Information provided section start

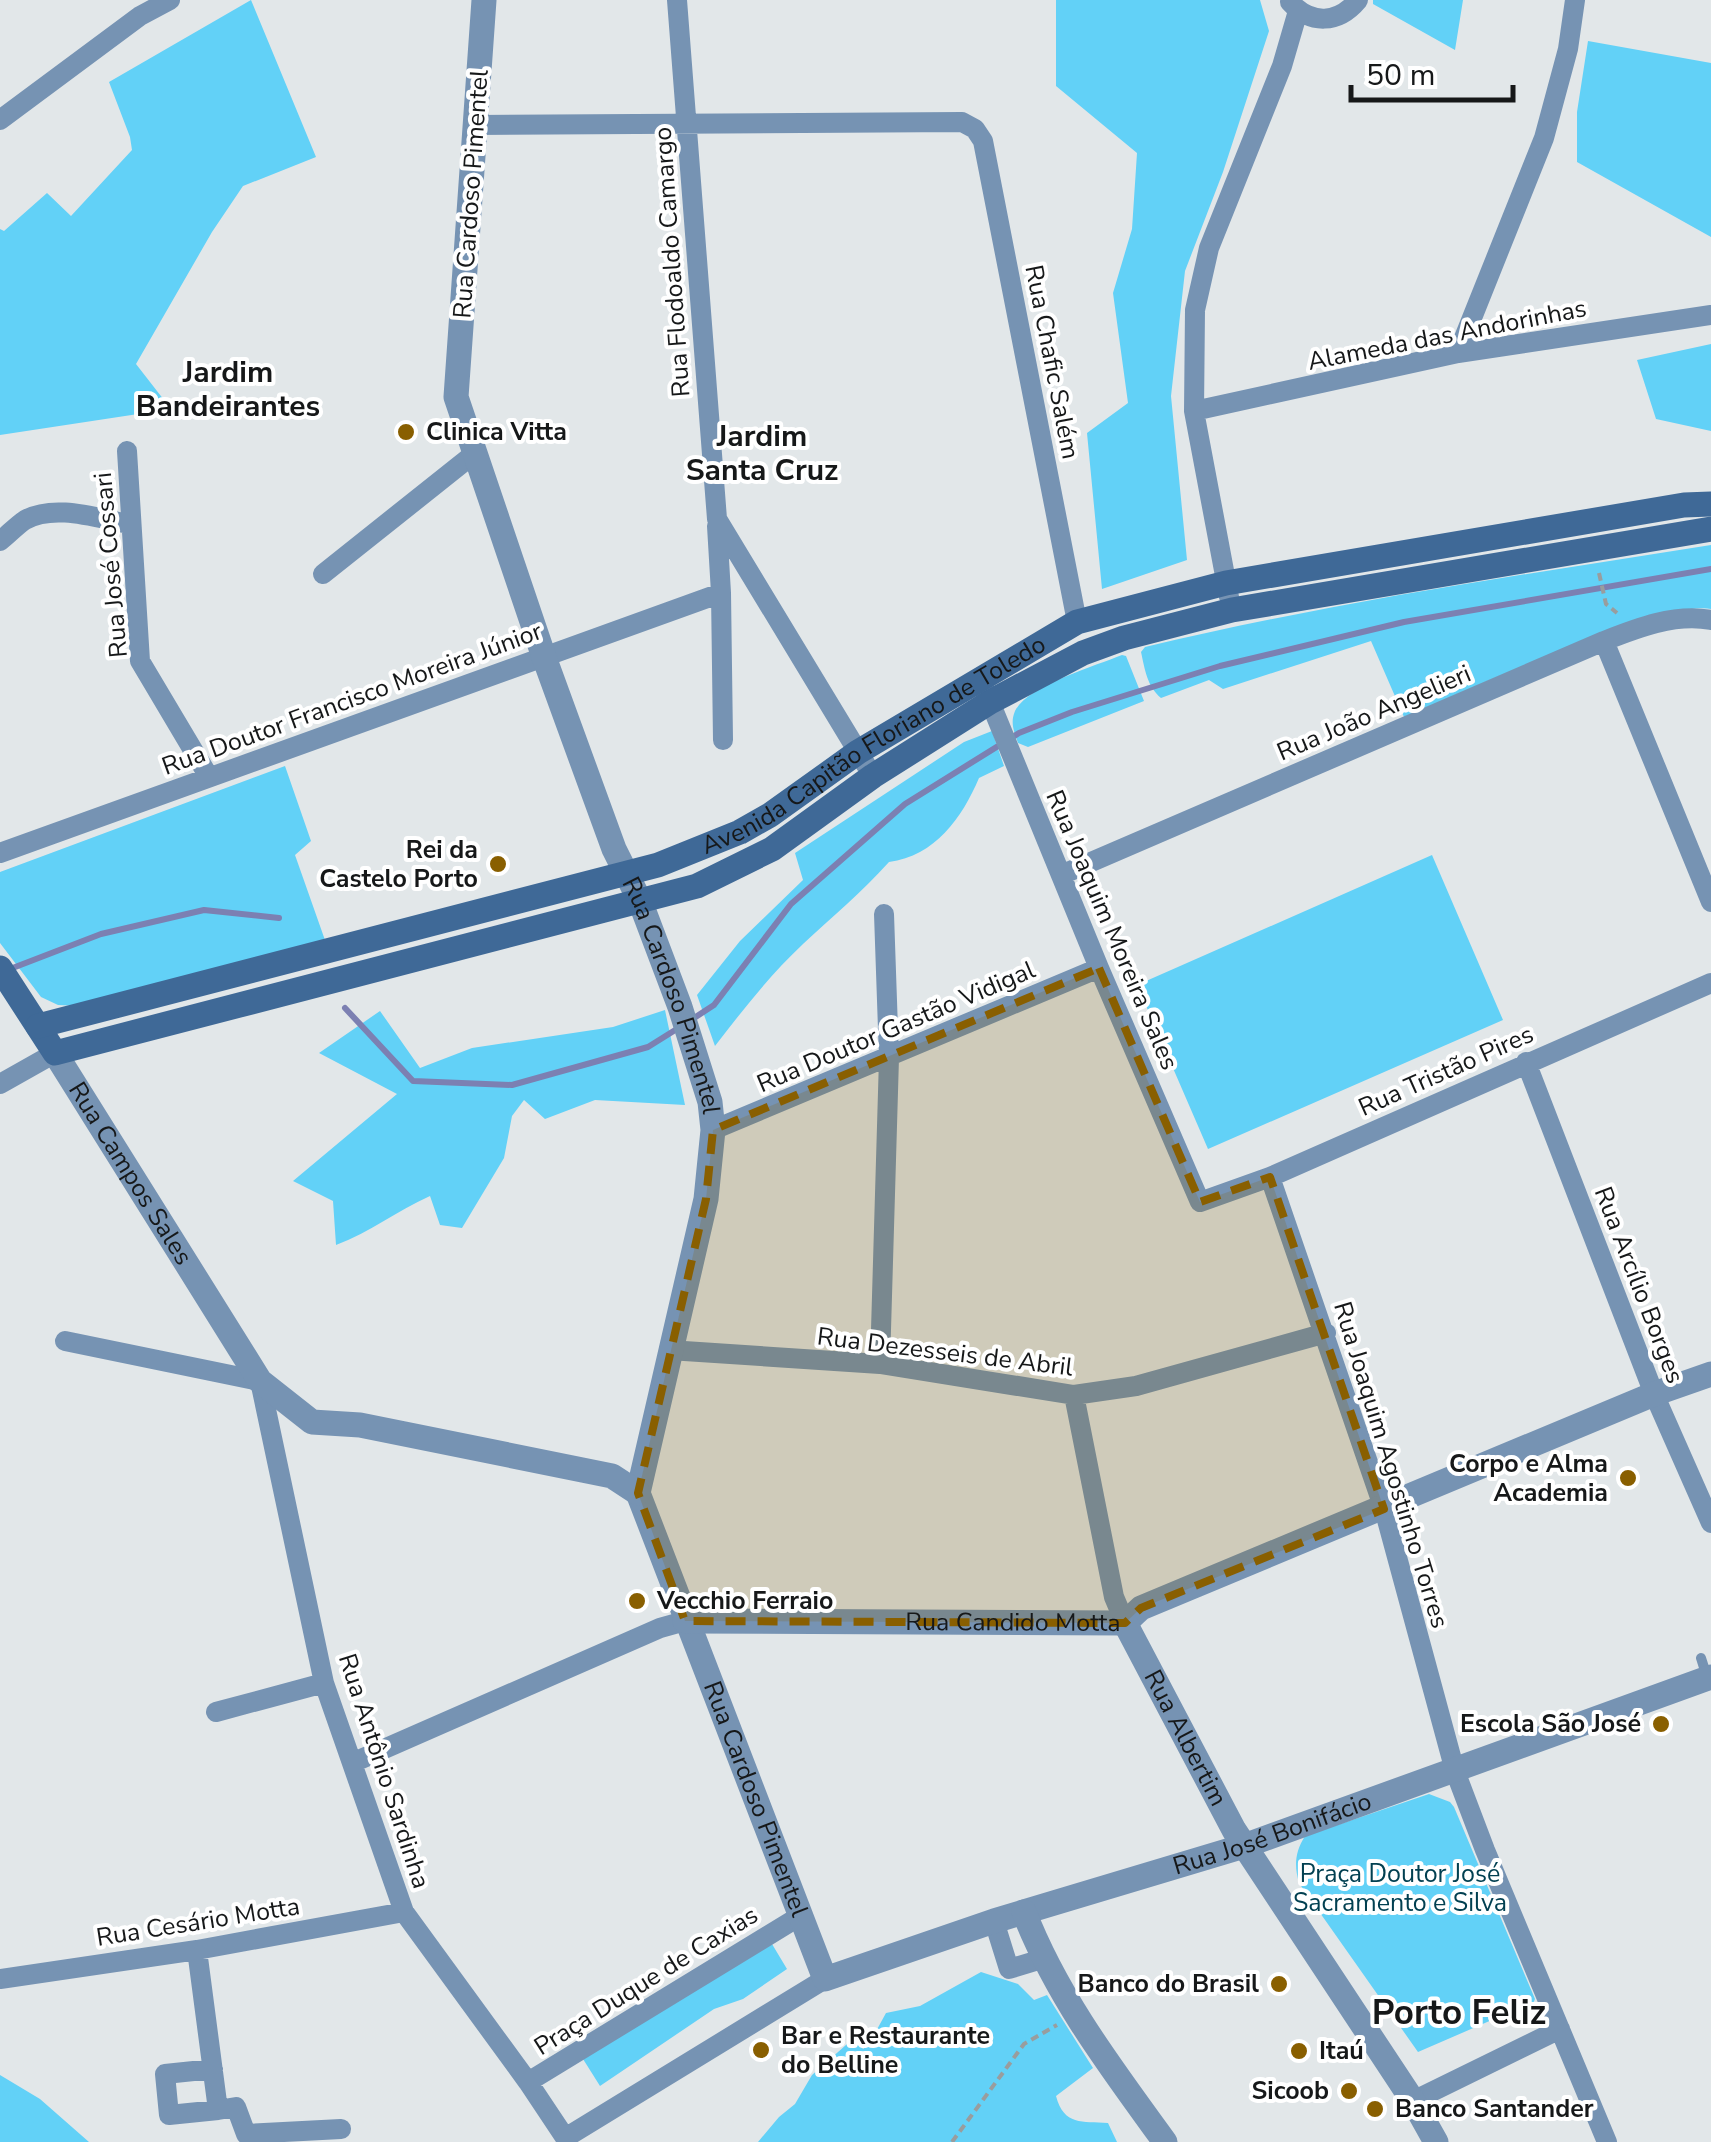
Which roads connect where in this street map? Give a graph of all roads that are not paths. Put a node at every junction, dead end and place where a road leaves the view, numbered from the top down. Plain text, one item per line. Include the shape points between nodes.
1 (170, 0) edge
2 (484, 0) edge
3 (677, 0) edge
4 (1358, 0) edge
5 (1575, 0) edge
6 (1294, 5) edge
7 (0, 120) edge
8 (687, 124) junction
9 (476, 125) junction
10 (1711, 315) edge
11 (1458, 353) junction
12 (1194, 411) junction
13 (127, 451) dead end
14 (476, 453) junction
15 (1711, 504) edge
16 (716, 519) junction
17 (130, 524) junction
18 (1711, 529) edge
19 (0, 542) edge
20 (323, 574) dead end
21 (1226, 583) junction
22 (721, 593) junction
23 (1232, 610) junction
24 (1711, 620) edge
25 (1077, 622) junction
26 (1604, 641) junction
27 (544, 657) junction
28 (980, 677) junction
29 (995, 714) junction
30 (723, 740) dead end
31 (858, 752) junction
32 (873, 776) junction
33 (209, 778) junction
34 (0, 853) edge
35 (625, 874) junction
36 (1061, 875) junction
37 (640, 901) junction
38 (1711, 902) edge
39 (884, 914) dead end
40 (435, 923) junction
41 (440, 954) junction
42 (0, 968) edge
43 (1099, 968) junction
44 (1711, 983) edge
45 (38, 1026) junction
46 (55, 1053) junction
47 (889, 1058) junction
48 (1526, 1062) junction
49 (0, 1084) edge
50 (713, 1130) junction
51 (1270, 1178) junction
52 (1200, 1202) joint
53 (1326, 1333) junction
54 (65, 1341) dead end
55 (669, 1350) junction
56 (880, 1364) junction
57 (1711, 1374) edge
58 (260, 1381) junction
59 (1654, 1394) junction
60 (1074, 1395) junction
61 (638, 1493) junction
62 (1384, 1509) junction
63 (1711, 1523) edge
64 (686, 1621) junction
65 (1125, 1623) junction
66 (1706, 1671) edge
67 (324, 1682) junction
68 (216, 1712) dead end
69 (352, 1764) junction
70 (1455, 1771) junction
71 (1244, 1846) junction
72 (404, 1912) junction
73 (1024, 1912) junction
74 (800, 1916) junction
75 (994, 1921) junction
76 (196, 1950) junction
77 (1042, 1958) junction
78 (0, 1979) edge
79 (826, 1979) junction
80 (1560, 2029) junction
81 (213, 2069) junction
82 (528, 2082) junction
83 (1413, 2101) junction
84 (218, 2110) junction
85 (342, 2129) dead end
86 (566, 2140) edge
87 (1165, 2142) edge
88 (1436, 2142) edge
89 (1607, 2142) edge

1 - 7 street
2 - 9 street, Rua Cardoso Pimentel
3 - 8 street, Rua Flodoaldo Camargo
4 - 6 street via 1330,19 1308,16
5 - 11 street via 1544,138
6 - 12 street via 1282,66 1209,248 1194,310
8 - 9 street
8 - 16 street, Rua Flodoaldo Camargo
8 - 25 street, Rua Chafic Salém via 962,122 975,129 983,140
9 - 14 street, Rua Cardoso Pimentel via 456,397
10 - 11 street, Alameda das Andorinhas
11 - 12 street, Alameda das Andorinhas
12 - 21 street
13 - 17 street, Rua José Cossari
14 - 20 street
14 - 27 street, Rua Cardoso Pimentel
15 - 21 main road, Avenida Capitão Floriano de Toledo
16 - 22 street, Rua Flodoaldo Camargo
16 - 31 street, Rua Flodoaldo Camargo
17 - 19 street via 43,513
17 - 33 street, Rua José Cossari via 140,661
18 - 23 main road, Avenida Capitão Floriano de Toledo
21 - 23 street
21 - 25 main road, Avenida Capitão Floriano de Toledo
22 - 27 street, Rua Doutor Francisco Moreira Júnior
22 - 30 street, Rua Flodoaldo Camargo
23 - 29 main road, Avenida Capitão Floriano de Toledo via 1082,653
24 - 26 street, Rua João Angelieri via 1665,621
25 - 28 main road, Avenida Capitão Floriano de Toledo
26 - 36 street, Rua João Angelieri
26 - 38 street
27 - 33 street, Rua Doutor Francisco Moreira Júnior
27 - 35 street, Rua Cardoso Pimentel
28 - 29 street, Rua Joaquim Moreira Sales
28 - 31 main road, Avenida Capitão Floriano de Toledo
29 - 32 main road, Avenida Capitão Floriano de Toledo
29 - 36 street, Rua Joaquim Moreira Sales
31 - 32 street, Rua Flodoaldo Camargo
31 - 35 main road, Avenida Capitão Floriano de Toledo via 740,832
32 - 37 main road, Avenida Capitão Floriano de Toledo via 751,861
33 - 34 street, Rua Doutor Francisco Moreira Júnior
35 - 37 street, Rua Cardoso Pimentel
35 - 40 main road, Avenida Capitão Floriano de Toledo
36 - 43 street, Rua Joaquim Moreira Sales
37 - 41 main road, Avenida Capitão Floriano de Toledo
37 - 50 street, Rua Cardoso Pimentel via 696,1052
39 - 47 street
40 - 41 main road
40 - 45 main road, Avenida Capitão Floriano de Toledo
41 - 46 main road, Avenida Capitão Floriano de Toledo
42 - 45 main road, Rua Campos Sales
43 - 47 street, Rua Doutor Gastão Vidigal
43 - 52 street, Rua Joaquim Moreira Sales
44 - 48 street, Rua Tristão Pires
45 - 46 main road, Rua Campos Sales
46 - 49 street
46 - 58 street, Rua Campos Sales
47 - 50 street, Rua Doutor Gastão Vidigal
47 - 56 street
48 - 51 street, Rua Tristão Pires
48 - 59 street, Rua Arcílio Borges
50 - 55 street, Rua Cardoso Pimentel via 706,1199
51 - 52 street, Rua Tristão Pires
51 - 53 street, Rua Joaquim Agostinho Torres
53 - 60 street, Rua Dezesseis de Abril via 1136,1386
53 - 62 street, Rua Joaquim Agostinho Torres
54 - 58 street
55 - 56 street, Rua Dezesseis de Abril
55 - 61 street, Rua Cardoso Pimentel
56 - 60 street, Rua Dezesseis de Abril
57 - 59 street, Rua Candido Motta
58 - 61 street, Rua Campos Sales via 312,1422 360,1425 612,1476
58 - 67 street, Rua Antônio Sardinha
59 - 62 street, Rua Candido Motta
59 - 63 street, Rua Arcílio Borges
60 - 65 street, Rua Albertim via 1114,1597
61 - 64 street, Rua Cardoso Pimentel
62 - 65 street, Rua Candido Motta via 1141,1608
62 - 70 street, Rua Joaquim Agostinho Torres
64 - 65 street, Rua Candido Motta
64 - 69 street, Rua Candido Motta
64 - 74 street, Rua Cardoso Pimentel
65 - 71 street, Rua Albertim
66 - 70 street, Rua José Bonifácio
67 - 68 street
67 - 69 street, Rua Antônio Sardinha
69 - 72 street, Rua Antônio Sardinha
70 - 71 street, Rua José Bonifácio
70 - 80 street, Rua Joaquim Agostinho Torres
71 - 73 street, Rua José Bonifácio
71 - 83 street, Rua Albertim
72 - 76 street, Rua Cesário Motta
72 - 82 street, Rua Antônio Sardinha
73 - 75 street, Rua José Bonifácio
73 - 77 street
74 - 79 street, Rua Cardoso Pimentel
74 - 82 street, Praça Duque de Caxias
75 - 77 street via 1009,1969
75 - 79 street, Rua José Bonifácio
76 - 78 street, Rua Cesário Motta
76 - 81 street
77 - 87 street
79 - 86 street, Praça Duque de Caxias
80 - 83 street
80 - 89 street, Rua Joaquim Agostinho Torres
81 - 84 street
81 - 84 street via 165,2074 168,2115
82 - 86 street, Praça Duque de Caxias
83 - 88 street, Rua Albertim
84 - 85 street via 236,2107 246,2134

Information provided section end

Copy each line above where "Torres" appears.

51 - 53 street, Rua Joaquim Agostinho Torres
53 - 62 street, Rua Joaquim Agostinho Torres
62 - 70 street, Rua Joaquim Agostinho Torres
70 - 80 street, Rua Joaquim Agostinho Torres
80 - 89 street, Rua Joaquim Agostinho Torres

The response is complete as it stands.